Ismail Abdus-Salaam: I dragged someone while they were crying. That was awful. The kid already got bullied by everyone else already. And I just joined in and just helped bullying like I can take it further.
Gary: Ismail Abdus-Salaam has been both the bully and the victim. His first experience with bullying started at home when he was younger. He was playfully teased by his older siblings.
Ismail: So, it started there and being young and not knowing better, I took it to heart — not as playful banter.
Gary: And although that was years ago, the effect is still present.
Ismail: Can we not go there? It’s deep. That’s a lot.

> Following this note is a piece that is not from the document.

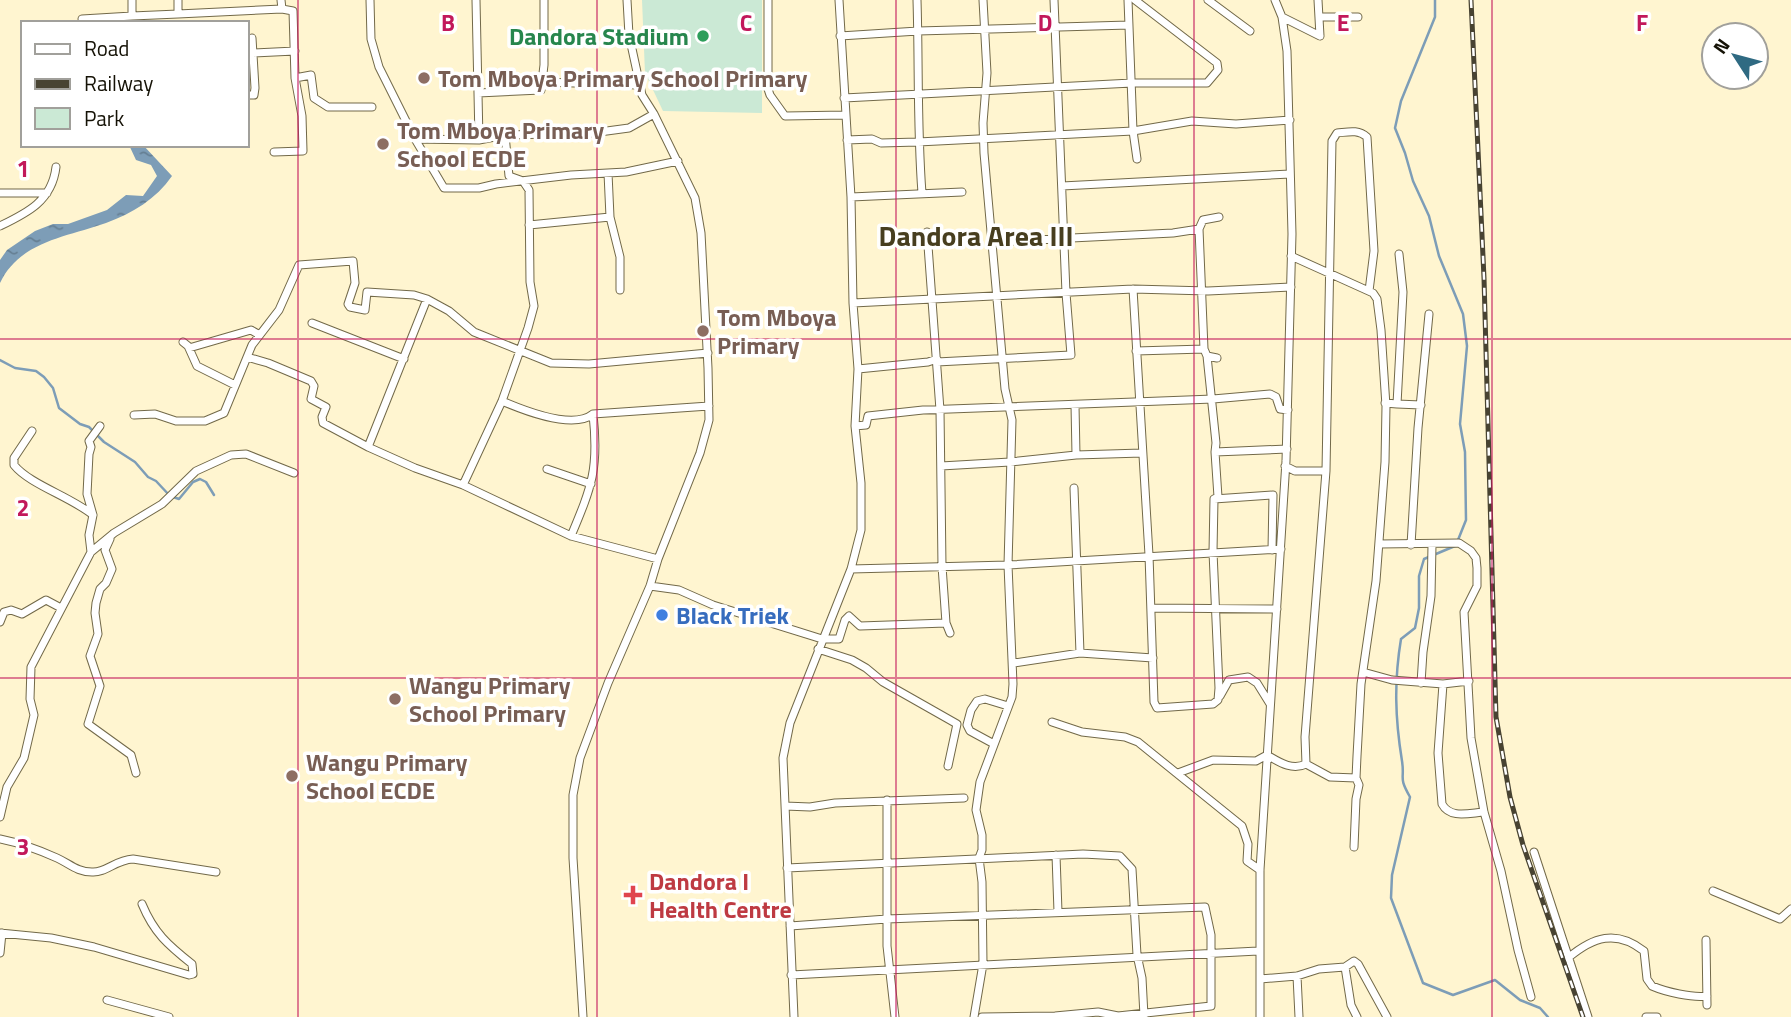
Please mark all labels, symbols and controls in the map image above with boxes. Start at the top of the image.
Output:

Gary: Ismail began bullying kids from about second grade to sixth grade, after he was bullied by a classmate.
Ismail: One day, I got sick of it and I punched him really hard. That’s when I realized I can fight back, and I don’t have to sit here and take it. And I took it overboard. I’d bully people because I felt like I was making up for being bullied. It sort of made me feel better, but it left me feeling empty.
Gary: Dr. Chuck Williams, director of of the Center for Prevention of School-aged Violence at Drexel University, says bullies pick on others because they feel like they are missing something in their lives. But there are also other reasons.
Dr. Chuck Williams: With boys, it’s maybe they were bullied. So, it’s learned behavior. Someone they know did it to them, so they’re going to do it to someone else. With girls, it’s like relational aggression. They like to name call, they want to make you feel small. But they don’t want to do it to your face. But they’ll talk about them behind they’re back, put it up on Facebook, Twitter, you know, cyber bulling.
Gary: According to a recent Associated Press/MTV poll, more than half of the young people surveyed said they had experienced some type of cyber bullying. And earlier this month, CNN released a poll showing that students will also bully each other in hopes of becoming more popular. More than half of the students polled said they were a bully, a victim or both.
Student: I’ve witnessed bad bullying to the point where the girl ran into the street and tried to kill herself, tried to get hit by a car. And that was this year.
Gary: Carissa McCann was bullied herself in seventh grade.
Carissa McCann: Well, I was a new student, so that was a bull’s eye. I was overweight.
Gary: One day at school after an earlier incident, things got out of hand.
Carissa: So after school, it was like a big crowd. It was, like, the whole sixth, seventh and eighth grade that I knew of. And they were like, ‘we want you!’ And it just escalated from there. I and my brother got jumped in the school yard.
Gary: Experts say bullies get power by seeking out students who may seem unpopular, and also by having an audience.
“Bystanders are people who may not be bullying, but they’re standing there watching. They’re giving the bully an audience. Let me be very clear: if you’re a bystander and you’re watching bullying take place, then you’re not part of the solution. You’re part of the problem.
Gary: Dr. Chuck says there are ways to fight back against bullying without actually fighting.
Dr. Chuck: The easiest thing that a victim can do is to stand up for themselves and say, ‘I don’t like this. This is wrong. I want you to stop now. But if not, I’m going to a teacher, counselor, principal, parent. I’d rather we didn’t have to because I’m talking to you one-on-one.’
Gary: And if you are a bully, it is not too late to stop.
Dr. Chuck: Talk to someone — an older adult that you trust — and say, ‘You know what? I’m doing these things. I feel bad about it. Can you help me change my behavior?’
Ismail: No one wants to be picked on. You treat others how you want to be treated. It’s the golden rule.
Gary: Eventually, Ismail realized bullying wasn’t cool and stopped it. But if he ever saw any of the students he used to bully, he would tell them…
Ismail: I’m sorry. I think I was lost and didn’t know. Forgive me.
Gary: Gary Hamilton, Channel One News.